Depuis début mars, le Liban fait face à une grave crise sanitaire avec 28 attaques recensées contre le personnel médical et les services de santé, entraînant 30 morts et 35 blessés. Cette escalade de violence est liée au conflit croissant entre Israël et le Hezbollah pro-iranien, qui a débuté le 2 mars suite à une offensive israélo-américaine sur l'Iran.

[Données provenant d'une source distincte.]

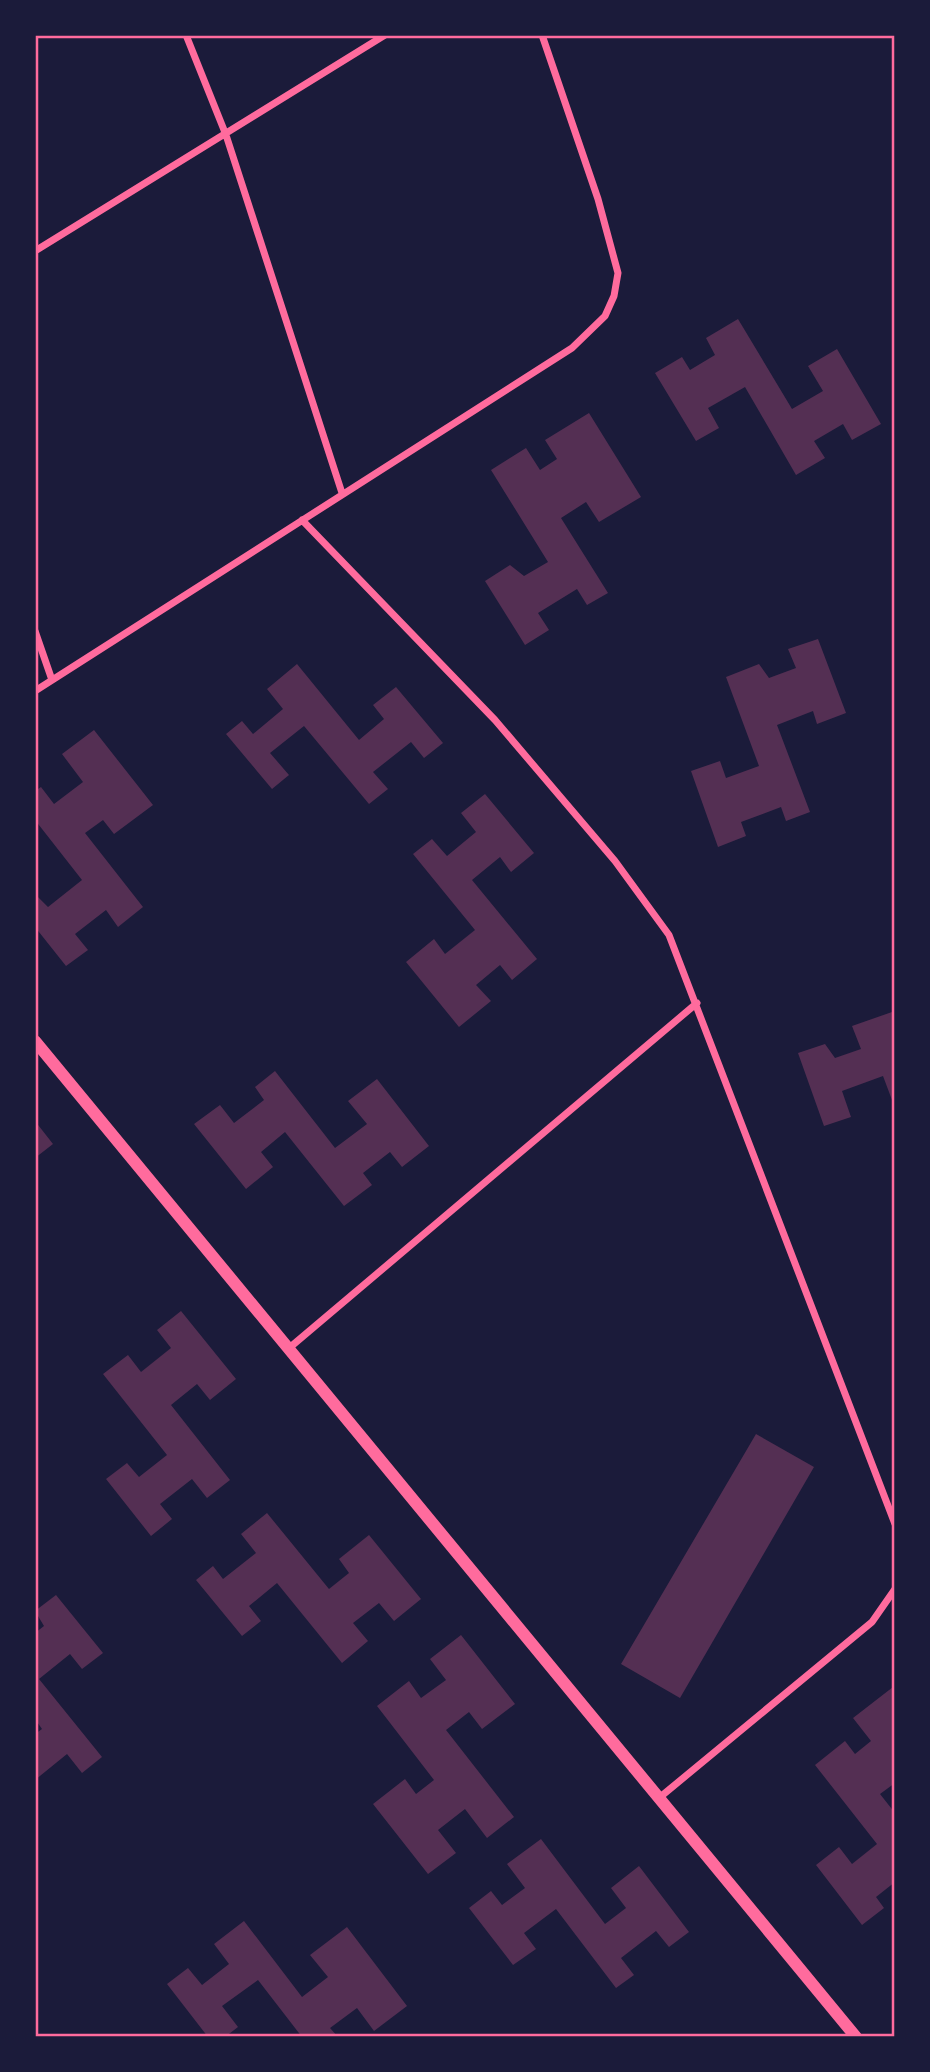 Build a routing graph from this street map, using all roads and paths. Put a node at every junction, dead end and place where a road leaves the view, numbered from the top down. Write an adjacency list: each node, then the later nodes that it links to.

"L'armée israélienne intensifie ses frappes tout en avançant des allégations non fondées selon lesquelles les ambulances et les établissements de santé seraient utilisés à des fins militaires", déclare Amnesty International dans un communiqué diffusé le 19 mars. L'organisation souligne l'importance de protéger les soignants et appelle Israël à "cesser immédiatement les attaques contre ces professionnels, ainsi que contre les centres médicaux et les secouristes".
Amnesty insiste également sur le caractère illégal de ces agressions, affirmant que frapper des professionnels de la santé dans l'exercice de leurs fonctions humanitaires constitue une violation grave du droit international humanitaire, pouvant être qualifiée de crime de guerre.
Alors que la situation au Liban se détériore, d'autres acteurs régionaux s'expriment également. Selon un rapport de France info, l'Union européenne a appelé Israël à "cesser" ses opérations militaires sur le territoire libanais.